> **WHAT THE TASK ASKS**: All of the data is to be copied word for word.

> **PROVIDED DATA**:

────

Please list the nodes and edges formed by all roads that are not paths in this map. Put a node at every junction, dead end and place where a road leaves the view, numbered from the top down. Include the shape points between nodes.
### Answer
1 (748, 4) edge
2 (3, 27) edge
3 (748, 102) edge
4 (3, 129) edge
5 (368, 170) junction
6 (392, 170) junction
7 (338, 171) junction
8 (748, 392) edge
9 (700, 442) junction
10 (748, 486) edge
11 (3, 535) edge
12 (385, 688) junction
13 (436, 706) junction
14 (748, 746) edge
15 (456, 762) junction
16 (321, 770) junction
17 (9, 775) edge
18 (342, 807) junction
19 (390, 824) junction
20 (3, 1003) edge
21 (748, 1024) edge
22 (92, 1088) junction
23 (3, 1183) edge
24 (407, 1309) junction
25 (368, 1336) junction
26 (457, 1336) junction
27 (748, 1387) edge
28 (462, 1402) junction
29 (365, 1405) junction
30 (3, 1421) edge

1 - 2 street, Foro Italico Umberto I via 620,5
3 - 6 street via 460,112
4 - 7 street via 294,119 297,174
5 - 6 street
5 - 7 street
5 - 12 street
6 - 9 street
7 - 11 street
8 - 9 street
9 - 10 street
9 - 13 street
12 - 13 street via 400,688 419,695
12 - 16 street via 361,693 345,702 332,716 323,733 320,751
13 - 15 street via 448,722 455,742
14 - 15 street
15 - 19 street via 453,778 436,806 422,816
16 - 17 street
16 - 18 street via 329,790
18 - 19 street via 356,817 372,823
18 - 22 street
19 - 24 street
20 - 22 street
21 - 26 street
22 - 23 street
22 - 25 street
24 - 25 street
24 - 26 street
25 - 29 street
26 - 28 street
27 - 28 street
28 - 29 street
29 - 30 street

────

> **RESPONSE TO THE EXERCISE**:
Please list the nodes and edges formed by all roads that are not paths in this map. Put a node at every junction, dead end and place where a road leaves the view, numbered from the top down. Include the shape points between nodes.
### Answer
1 (748, 4) edge
2 (3, 27) edge
3 (748, 102) edge
4 (3, 129) edge
5 (368, 170) junction
6 (392, 170) junction
7 (338, 171) junction
8 (748, 392) edge
9 (700, 442) junction
10 (748, 486) edge
11 (3, 535) edge
12 (385, 688) junction
13 (436, 706) junction
14 (748, 746) edge
15 (456, 762) junction
16 (321, 770) junction
17 (9, 775) edge
18 (342, 807) junction
19 (390, 824) junction
20 (3, 1003) edge
21 (748, 1024) edge
22 (92, 1088) junction
23 (3, 1183) edge
24 (407, 1309) junction
25 (368, 1336) junction
26 (457, 1336) junction
27 (748, 1387) edge
28 (462, 1402) junction
29 (365, 1405) junction
30 (3, 1421) edge

1 - 2 street, Foro Italico Umberto I via 620,5
3 - 6 street via 460,112
4 - 7 street via 294,119 297,174
5 - 6 street
5 - 7 street
5 - 12 street
6 - 9 street
7 - 11 street
8 - 9 street
9 - 10 street
9 - 13 street
12 - 13 street via 400,688 419,695
12 - 16 street via 361,693 345,702 332,716 323,733 320,751
13 - 15 street via 448,722 455,742
14 - 15 street
15 - 19 street via 453,778 436,806 422,816
16 - 17 street
16 - 18 street via 329,790
18 - 19 street via 356,817 372,823
18 - 22 street
19 - 24 street
20 - 22 street
21 - 26 street
22 - 23 street
22 - 25 street
24 - 25 street
24 - 26 street
25 - 29 street
26 - 28 street
27 - 28 street
28 - 29 street
29 - 30 street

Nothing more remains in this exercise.